So far we have considered the recalcitrance of architecture and of content—that is, how difficult it would be to improve the
software
of a machine intelligence that has reached human parity. Now let us look at a third way of boosting the performance of machine intelligence: improving its hardware. What would be the recalcitrance for hardware-driven improvements?
Starting with intelligent software (emulation or AI) one can amplify
collective intelligence
simply by using additional computers to run more instances of the program.
11
One could also amplify
speed intelligence
by moving the program to faster computers. Depending on the degree to which the program lends itself to parallelization, speed intelligence could also be amplified by running the program on more processors. This is likely to be feasible for emulations, which have a highly parallelized architecture; but many AI programs, too, have important subroutines that can benefit from massive parallelization. Amplifying
quality intelligence
by increasing computing power might also be possible, but that case is less straightforward.
12
The recalcitrance for amplifying collective or speed intelligence (and possibly quality intelligence) in a system with human-level software is therefore likely to be low. The only difficulty involved is gaining access to additional computing power. There are several ways for a system to expand its hardware base, each relevant over a different timescale.

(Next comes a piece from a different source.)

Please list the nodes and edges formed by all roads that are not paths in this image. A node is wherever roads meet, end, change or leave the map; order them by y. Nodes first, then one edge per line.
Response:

In the short term, computing power should scale roughly linearly with funding: twice the funding buys twice the number of computers, enabling twice as many instances of the software to be run simultaneously. The emergence of cloud computing services gives a project the option to scale up its computational resources without even having to wait for new computers to be delivered and installed, though concerns over secrecy might favor the use of in-house computers. (In certain scenarios, computing power could also be obtained by other means, such as by commandeering botnets.
13
) Just how easy it would be to scale the system by a given factor depends on how much computing power the initial system uses. A system that initially runs on a PC could be scaled by a factor of thousands for a mere million dollars. A program that runs on a supercomputer would be far more expensive to scale.
In the slightly longer term, the cost of acquiring additional hardware may be driven up as a growing portion of the world’s installed capacity is being used to run digital minds. For instance, in a competitive market-based emulation scenario, the cost of running one additional copy of an emulation should rise to be roughly equal to the income generated by the marginal copy, as investors bid up the price for existing computing infrastructure to match the return they expect from their investment (though if only one project has mastered the technology it might gain a degree of monopsony power in the computing power market and therefore pay a lower price).

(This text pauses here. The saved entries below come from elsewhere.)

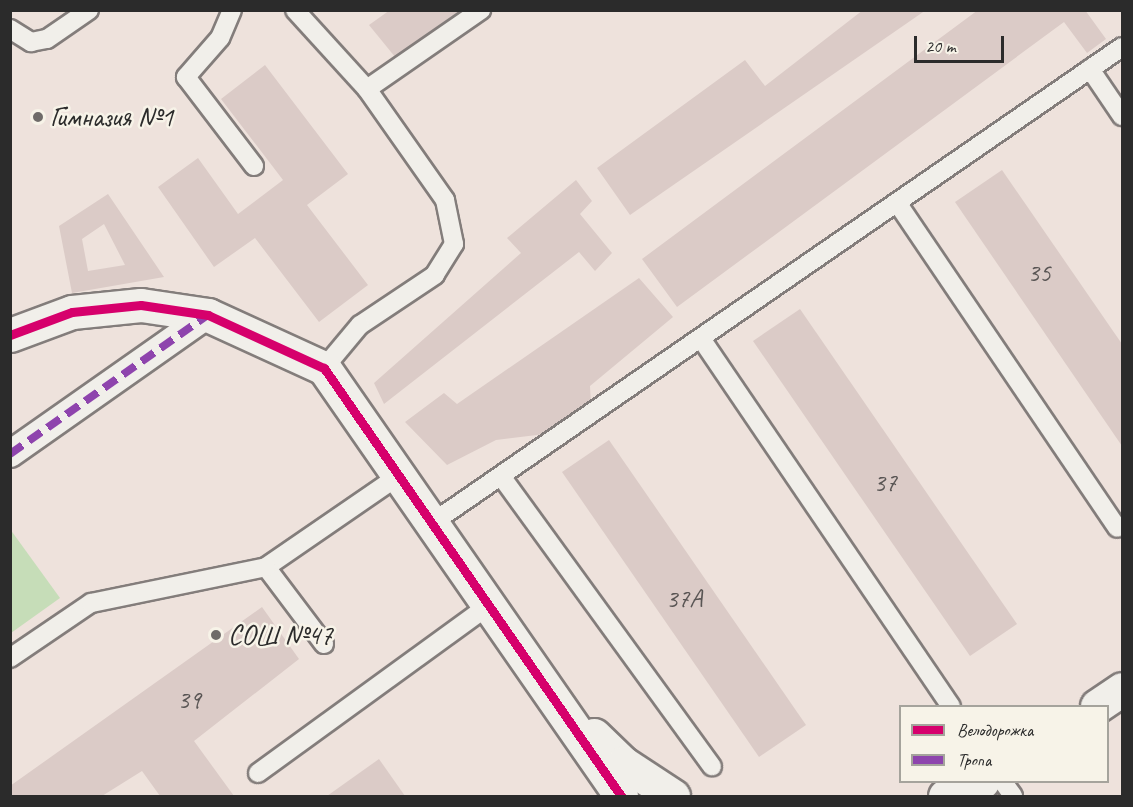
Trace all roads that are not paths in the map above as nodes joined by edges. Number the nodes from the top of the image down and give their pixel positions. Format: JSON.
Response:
{"nodes":[{"id":1,"x":88,"y":10,"type":"edge"},
{"id":2,"x":232,"y":10,"type":"edge"},
{"id":3,"x":295,"y":10,"type":"edge"},
{"id":4,"x":482,"y":10,"type":"edge"},
{"id":5,"x":10,"y":29,"type":"edge"},
{"id":6,"x":1122,"y":47,"type":"edge"},
{"id":7,"x":1090,"y":69,"type":"junction"},
{"id":8,"x":367,"y":89,"type":"junction"},
{"id":9,"x":1122,"y":116,"type":"edge"},
{"id":10,"x":254,"y":166,"type":"dead end"},
{"id":11,"x":898,"y":204,"type":"junction"},
{"id":12,"x":208,"y":315,"type":"junction"},
{"id":13,"x":10,"y":335,"type":"edge"},
{"id":14,"x":702,"y":340,"type":"junction"},
{"id":15,"x":324,"y":368,"type":"junction"},
{"id":16,"x":10,"y":454,"type":"edge"},
{"id":17,"x":400,"y":475,"type":"junction"},
{"id":18,"x":501,"y":476,"type":"junction"},
{"id":19,"x":432,"y":523,"type":"junction"},
{"id":20,"x":1117,"y":528,"type":"dead end"},
{"id":21,"x":266,"y":567,"type":"junction"},
{"id":22,"x":489,"y":605,"type":"junction"},
{"id":23,"x":324,"y":644,"type":"dead end"},
{"id":24,"x":10,"y":658,"type":"edge"},
{"id":25,"x":1122,"y":688,"type":"edge"},
{"id":26,"x":552,"y":693,"type":"junction"},
{"id":27,"x":950,"y":705,"type":"edge"},
{"id":28,"x":1098,"y":705,"type":"edge"},
{"id":29,"x":712,"y":766,"type":"dead end"},
{"id":30,"x":258,"y":773,"type":"dead end"},
{"id":31,"x":979,"y":783,"type":"edge"},
{"id":32,"x":989,"y":783,"type":"edge"},
{"id":33,"x":1004,"y":783,"type":"edge"},
{"id":34,"x":621,"y":796,"type":"edge"},
{"id":35,"x":673,"y":796,"type":"edge"},
{"id":36,"x":945,"y":796,"type":"edge"},
{"id":37,"x":971,"y":796,"type":"edge"},
{"id":38,"x":1013,"y":796,"type":"edge"}],
"edges":[{"from":1,"to":5,"type":"lane"},
{"from":2,"to":10,"type":"lane"},
{"from":3,"to":8,"type":"lane"},
{"from":4,"to":8,"type":"lane"},
{"from":6,"to":7,"type":"lane"},
{"from":7,"to":9,"type":"lane"},
{"from":7,"to":11,"type":"lane"},
{"from":8,"to":15,"type":"lane"},
{"from":11,"to":14,"type":"lane"},
{"from":11,"to":20,"type":"lane"},
{"from":12,"to":13,"type":"street"},
{"from":12,"to":15,"type":"street"},
{"from":12,"to":16,"type":"street"},
{"from":14,"to":18,"type":"lane"},
{"from":14,"to":27,"type":"lane"},
{"from":15,"to":17,"type":"street"},
{"from":17,"to":19,"type":"street"},
{"from":17,"to":21,"type":"lane"},
{"from":18,"to":19,"type":"lane"},
{"from":18,"to":29,"type":"lane"},
{"from":19,"to":22,"type":"street"},
{"from":21,"to":23,"type":"lane"},
{"from":21,"to":24,"type":"lane"},
{"from":22,"to":26,"type":"street"},
{"from":22,"to":30,"type":"lane"},
{"from":25,"to":28,"type":"street"},
{"from":26,"to":34,"type":"street"},
{"from":26,"to":35,"type":"street"},
{"from":31,"to":36,"type":"street"},
{"from":32,"to":37,"type":"street"},
{"from":33,"to":38,"type":"lane"}]}
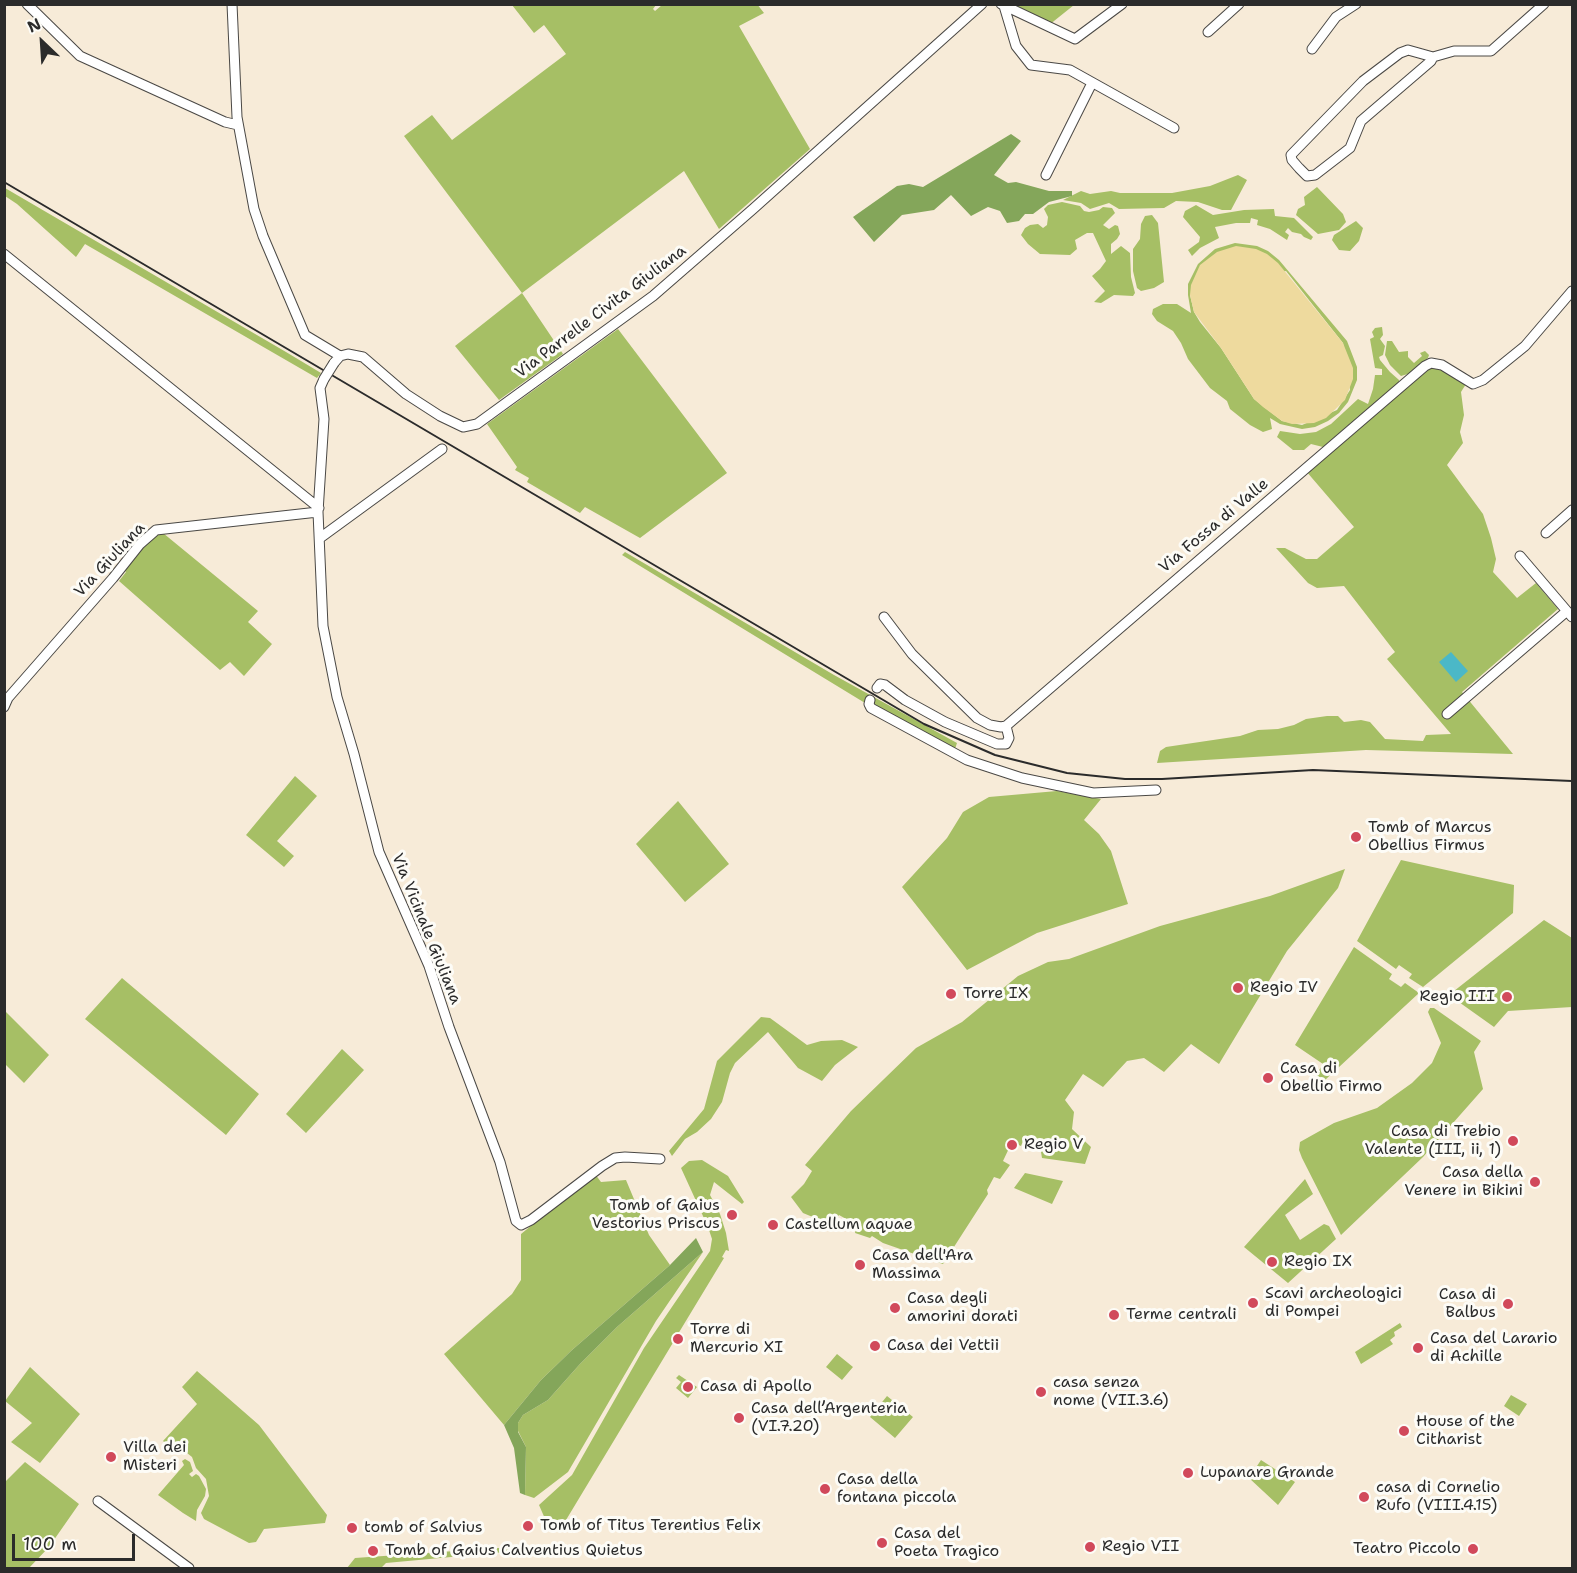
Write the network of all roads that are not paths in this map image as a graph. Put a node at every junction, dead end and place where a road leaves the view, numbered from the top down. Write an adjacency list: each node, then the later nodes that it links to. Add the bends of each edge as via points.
1 (27, 4): 13 (street, via 80,56)
2 (232, 4): 13 (street)
3 (982, 4): 18 (street, Via Parrelle Civita Giuliana, via 653,296 477,424 456,426 406,394 369,360 356,355)
4 (1122, 4): 8 (street, via 1075,39)
5 (1239, 4): 9 (street)
6 (1356, 4): 10 (street, via 1336,17)
7 (1544, 4): 11 (street, via 1491,51 1454,51)
8 (1002, 5): 12 (street, via 1016,46 1031,65 1070,70)
9 (1208, 33)
10 (1312, 49)
11 (1433, 57): 11 (street, via 1361,121 1350,148 1315,175 1307,176 1292,160 1292,155 1363,81 1400,53 1408,50)
12 (1092, 83): 14 (street); 15 (street)
13 (238, 125): 18 (street, via 257,219 305,335)
14 (1174, 128)
15 (1046, 175)
16 (4, 254): 20 (street)
17 (1572, 291): 31 (street, Via Fossa di Valle, via 1525,346 1483,380 1473,384 1442,365 1425,366)
18 (337, 360): 20 (street, bridge, via 320,388 324,419)
19 (442, 449): 23 (street)
20 (318, 510): 23 (street, Via Vicinale Giuliana); 29 (street, Via Giuliana, via 156,530 140,544)
21 (1572, 510): 22 (street)
22 (1546, 533)
23 (320, 538): 33 (street, Via Vicinale Giuliana, via 323,627 342,718 374,835 388,877 429,966 500,1162 516,1221 521,1225 531,1220 615,1158)
24 (1520, 556): 25 (street)
25 (1570, 614): 30 (street)
26 (884, 617): 31 (street, via 912,654 977,718 990,725)
27 (877, 688): 31 (street, via 885,685 945,722 997,744 1006,744)
28 (870, 700): 32 (street, via 872,708 967,760 1022,778 1093,793)
29 (4, 707)
30 (1447, 714)
31 (1006, 726)
32 (1156, 790)
33 (660, 1160)
34 (98, 1501): 35 (street)
35 (189, 1569)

Over a somewhat longer timescale, the supply of computing power will grow as new capacity is installed. A demand spike would spur production in existing semiconductor foundries and stimulate the construction of new plants. (A one-off performance boost, perhaps amounting to one or two orders of magnitude, might also be obtainable by using customized microprocessors.
14
) Above all, the rising wave of technology improvements will pour increasing volumes of computational power into the turbines of the thinking machines. Historically, the rate of improvement of computing technology has been described by the famous Moore’s law, which in one of its variations states that computing power per dollar doubles every 18 months or so.
15
Although one cannot bank on this rate of improvement continuing up to the development of human-level machine intelligence, yet until fundamental physical limits are reached there will remain room for advances in computing technology.
There are thus reasons to expect that hardware recalcitrance will not be very high. Purchasing more computing power for the system once it proves its mettle by attaining human-level intelligence might easily add several orders of magnitude of computing power (depending on how hardware-frugal the project was before expansion). Chip customization might add one or two orders of magnitude. Other means of expanding the hardware base, such as building more factories and advancing the frontier of computing technology, take longer—normally several years, though this lag would be radically compressed once machine superintelligence revolutionizes manufacturing and technology development.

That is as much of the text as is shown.